Since Step I, II, and III influence the creation of the final set of augmented samples, we can return 317, 327, 337 to each one of these steps to execute the data processing again. Finally, if the set of augmented signals passes the validation assessment of Step IV, the framework outputs the augmented dataset, which can be further used in subsequent machine learning tasks.

Hardware Implementations

It is worth mentioning that the example embodiment described herein may be implemented using hardware, software or any combination thereof and may be implemented in one or more computer systems or other processing systems. Additionally, one or more of the steps described in the example embodiment herein may be implemented, at least in part, by machines. Examples of machines that may be useful for performing the operations of the example embodiments herein include general purpose digital computers, specially-programmed computers, desktop computers, server computers, client computers, portable computers, mobile communication devices, tablets, and/or similar devices.

For instance, one illustrative example system for performing the operations of the embodiment herein may include one or more components, such as one or more processors, for performing the arithmetic and/or logical operations required for program execution, and storage media, such as one or more disk drives or memory cards (e.g., flash memory) for program and data storage, and a random access memory, for temporary data and program instruction storage.

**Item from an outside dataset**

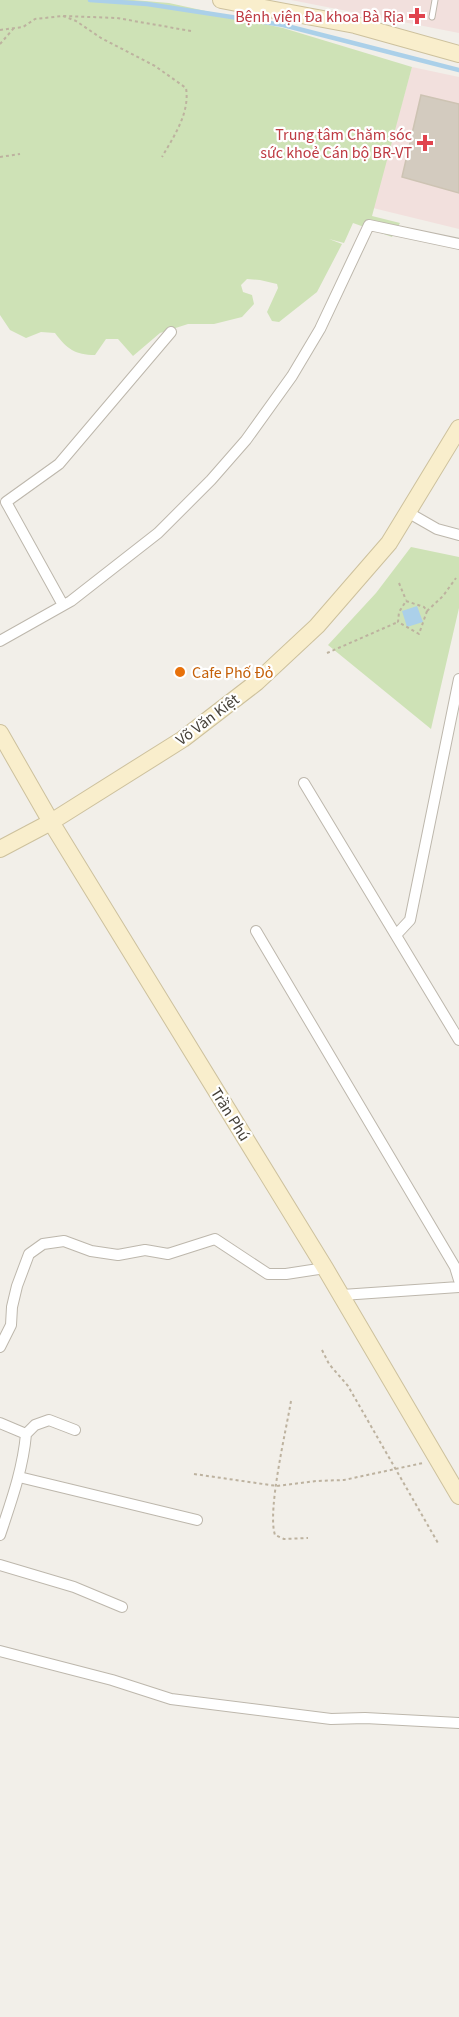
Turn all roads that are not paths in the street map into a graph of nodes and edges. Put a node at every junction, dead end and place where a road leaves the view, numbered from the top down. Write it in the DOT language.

Moreover, the aforementioned system of the present invention may also include software resident on a storage media (e.g., a disk drive or memory card), which, when executed, directs the microprocessor(s) in performing transmission and reception functions. The software may run on an operating system stored on the storage media and can adhere to various protocols such as the Ethernet, ATM, TCP/IP protocols and/or other connection or connectionless protocols.

As is well known in the art, microprocessors can run different operating systems, and can contain different types of software, each type being devoted to a different function, such as handling and managing data/information from a particular source, or transforming data/information from one format into another format. The embodiment described herein is not to be construed as being limited for use with any particular type of computer, and that any other suitable type of device for facilitating the exchange and storage of information may be employed instead.

In this regard, the present invention relates to a system for detecting malware in an application to be installed on a device using the method in accordance with the present invention, wherein the system comprises: at least one processor and a storage medium, wherein the memory comprises instructions that, when executed by at the at least one processor, causes the system to perform the method as defined in the present invention.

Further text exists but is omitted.